In elementary and middle school, I became the kid that took charge of group projects, always taking on the brunt of the academic work, for fear we'd get something less than an "A" grade. In high school, when all of my friends were licensed drivers, I was frequently that one that opted to drive for movie or dinner nights. In college, I became extremely independent when it came to studying. I very rarely wanted to be part of a study group, and I certainly almost never missed a class. My studies were my responsibility, no one else's. During my time in LA, I became extremely concerned with punctuality, adding names of friends to a list of people that had no respect for anyone's time but their own.

And now, well, now I've started to piece it all together. All of these elements of my personality signify a refusal to give up control as well as a penchant for being in charge of situations.

I would have to say this pretty much explains why I've never been drunk or had any desire to experiment with recreational drugs. I don't care to know what it feels like to be out of control or without a strong grasp on my personal presentation. I dislike the idea of an uncertain future just as much as I hate being subjected to someone's bad driving skills. Situations in which I cannot take the reigns and determine my own future are horrifying.

Yes. This means I may just be some form of high-maintenance. Not in the way that I take two hours to get ready to go out (I don't) or that I need 15 products on my face before walking into a public place (absolutely not).
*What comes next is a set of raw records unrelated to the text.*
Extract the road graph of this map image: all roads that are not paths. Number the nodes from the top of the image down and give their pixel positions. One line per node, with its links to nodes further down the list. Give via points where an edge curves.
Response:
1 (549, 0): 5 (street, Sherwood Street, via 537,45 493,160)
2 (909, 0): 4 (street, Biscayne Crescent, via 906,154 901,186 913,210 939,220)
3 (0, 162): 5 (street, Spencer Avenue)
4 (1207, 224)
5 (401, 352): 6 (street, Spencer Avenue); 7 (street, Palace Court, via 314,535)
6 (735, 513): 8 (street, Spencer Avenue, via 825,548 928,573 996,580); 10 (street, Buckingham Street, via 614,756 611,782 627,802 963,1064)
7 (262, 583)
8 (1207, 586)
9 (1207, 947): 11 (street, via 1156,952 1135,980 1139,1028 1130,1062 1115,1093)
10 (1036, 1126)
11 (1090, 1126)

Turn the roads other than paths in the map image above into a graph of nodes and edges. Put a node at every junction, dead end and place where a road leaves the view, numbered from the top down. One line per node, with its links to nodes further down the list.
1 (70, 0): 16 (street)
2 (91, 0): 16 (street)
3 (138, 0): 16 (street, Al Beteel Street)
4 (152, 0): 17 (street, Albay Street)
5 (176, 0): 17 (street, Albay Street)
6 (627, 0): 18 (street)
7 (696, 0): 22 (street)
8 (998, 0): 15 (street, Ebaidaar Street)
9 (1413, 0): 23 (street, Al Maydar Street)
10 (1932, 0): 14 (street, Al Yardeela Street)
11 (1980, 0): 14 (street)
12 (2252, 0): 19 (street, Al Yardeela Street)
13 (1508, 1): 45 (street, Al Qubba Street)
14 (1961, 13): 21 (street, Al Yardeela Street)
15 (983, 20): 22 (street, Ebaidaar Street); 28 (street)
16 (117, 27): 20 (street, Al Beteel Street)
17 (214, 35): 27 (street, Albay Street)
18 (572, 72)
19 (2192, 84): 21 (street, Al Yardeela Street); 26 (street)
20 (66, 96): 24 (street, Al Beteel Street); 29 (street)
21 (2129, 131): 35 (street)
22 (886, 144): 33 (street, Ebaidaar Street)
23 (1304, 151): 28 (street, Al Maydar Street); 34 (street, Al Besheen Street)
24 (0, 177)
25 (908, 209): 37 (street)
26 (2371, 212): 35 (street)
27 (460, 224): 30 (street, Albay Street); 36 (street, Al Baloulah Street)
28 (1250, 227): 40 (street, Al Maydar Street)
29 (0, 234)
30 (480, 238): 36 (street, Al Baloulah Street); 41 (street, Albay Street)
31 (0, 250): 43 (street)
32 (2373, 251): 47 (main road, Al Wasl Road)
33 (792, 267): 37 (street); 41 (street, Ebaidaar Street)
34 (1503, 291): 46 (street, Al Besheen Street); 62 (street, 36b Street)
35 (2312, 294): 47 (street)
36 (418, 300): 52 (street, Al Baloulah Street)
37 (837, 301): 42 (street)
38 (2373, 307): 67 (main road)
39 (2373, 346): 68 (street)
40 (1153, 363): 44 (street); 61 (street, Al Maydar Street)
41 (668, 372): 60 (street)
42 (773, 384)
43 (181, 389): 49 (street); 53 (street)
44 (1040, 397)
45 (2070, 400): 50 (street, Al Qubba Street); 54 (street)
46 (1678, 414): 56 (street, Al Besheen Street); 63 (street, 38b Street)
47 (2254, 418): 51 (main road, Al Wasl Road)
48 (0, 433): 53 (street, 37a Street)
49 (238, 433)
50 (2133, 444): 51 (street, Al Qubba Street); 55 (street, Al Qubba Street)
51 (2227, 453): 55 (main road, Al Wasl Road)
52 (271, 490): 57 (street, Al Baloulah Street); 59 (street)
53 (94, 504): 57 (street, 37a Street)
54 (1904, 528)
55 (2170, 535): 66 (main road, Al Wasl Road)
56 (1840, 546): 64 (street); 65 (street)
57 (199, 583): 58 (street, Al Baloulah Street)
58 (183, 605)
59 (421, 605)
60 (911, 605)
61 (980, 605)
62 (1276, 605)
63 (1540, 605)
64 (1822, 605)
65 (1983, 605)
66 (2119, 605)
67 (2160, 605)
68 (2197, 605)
But I am demanding in a way that sometimes means "If I don't know how this is going to end, I'd rather just stay home."

I didn't like being a subordinate in an office job, and I ultimately got frustrated with cyclical tasks that were part of the routine. Though I was responsible for doing certain things on my own, at the end of the day, what I was doing didn't have any effect on my life. After a period of time, it was only when I was given a job that was solely my own that I truly felt I could do something that had a significant outcome. I was in a management position, handing out responsibilities and rules. I finally felt happy and at home.

Wanting to be in control isn't something I'm proud of. It inhibits me from letting go, at the very definition of the word, and it creates a negative air that I am happy to most often conceal. Though this aspect of my personality means I'm likely to get a job done successfully (even if I hate it), and that I will present myself in a manner of which I'm capable of upholding, it's not always a pleasant feeling.

For someone like me, holding onto control is actually an amalgamation of different qualities in one's being. I recognize that it's part selfishness - which upsets me, part stubbornness, and - to a great extent - part insecurity. Letting go means we don't know where something may take us. And for an insecure person, the idea of not knowing what may happen is a lot more frightening than knowing what will.

"My attraction paralyzes me. No courage to show my true colors that exist."